• Requirement
If a line in the entries contains the word "Helier", list it.

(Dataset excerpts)
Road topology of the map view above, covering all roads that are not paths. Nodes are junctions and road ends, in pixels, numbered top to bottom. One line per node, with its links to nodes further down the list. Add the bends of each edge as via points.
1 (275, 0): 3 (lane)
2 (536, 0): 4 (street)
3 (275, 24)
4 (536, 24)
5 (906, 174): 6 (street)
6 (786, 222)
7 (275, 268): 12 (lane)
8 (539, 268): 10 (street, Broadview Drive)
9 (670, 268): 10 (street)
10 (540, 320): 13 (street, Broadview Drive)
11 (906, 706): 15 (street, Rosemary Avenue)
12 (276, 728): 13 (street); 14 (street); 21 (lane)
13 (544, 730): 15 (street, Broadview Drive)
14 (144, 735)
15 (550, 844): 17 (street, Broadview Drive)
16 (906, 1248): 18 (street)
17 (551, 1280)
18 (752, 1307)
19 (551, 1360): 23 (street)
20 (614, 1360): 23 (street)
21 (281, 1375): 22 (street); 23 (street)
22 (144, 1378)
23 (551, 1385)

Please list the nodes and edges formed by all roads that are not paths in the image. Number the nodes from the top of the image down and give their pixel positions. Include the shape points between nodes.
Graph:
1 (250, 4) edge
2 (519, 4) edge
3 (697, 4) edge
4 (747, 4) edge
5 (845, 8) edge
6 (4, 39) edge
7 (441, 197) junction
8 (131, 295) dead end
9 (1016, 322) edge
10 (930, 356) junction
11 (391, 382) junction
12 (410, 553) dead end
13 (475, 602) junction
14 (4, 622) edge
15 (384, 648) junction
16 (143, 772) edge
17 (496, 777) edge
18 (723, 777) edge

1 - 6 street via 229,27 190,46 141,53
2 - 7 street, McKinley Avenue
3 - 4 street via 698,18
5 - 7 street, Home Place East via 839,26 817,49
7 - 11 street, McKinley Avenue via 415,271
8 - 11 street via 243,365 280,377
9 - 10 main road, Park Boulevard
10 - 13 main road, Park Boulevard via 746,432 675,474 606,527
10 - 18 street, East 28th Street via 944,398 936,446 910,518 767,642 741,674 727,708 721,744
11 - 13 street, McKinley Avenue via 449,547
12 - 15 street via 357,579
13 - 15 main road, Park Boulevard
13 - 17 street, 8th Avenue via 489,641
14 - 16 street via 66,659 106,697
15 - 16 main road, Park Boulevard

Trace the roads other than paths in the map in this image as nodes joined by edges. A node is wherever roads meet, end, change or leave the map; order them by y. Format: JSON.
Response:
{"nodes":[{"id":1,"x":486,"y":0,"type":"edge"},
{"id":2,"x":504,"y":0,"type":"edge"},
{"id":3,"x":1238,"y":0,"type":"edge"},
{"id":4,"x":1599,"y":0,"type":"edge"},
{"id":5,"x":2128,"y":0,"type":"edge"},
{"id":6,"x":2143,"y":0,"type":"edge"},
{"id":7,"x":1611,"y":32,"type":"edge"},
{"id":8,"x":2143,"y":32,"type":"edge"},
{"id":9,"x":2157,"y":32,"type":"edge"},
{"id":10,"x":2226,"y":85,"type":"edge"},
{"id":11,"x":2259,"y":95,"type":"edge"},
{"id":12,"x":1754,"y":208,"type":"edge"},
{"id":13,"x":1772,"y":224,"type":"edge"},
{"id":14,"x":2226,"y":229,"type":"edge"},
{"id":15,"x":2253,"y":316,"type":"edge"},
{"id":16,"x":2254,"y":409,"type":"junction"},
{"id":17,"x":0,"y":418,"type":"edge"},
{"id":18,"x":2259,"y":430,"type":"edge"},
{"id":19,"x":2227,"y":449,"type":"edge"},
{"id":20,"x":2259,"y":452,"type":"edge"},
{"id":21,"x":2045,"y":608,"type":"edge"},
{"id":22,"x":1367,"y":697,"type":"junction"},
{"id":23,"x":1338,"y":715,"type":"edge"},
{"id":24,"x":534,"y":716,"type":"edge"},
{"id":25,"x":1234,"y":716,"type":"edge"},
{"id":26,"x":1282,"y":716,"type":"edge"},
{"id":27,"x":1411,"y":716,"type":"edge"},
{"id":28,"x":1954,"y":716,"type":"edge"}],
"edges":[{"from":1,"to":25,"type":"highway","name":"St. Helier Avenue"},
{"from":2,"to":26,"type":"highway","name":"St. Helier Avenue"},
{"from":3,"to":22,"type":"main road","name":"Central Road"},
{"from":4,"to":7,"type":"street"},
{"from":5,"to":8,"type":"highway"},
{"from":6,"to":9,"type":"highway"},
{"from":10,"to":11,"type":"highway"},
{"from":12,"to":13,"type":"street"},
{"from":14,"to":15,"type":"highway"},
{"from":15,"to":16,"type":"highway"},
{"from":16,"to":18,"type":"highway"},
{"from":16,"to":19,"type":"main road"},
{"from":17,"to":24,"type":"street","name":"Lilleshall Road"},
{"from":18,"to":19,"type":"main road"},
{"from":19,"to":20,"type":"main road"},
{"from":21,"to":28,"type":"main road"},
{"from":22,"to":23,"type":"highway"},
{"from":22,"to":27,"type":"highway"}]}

• Expected output
"edges":[{"from":1,"to":25,"type":"highway","name":"St. Helier Avenue"},
{"from":2,"to":26,"type":"highway","name":"St. Helier Avenue"},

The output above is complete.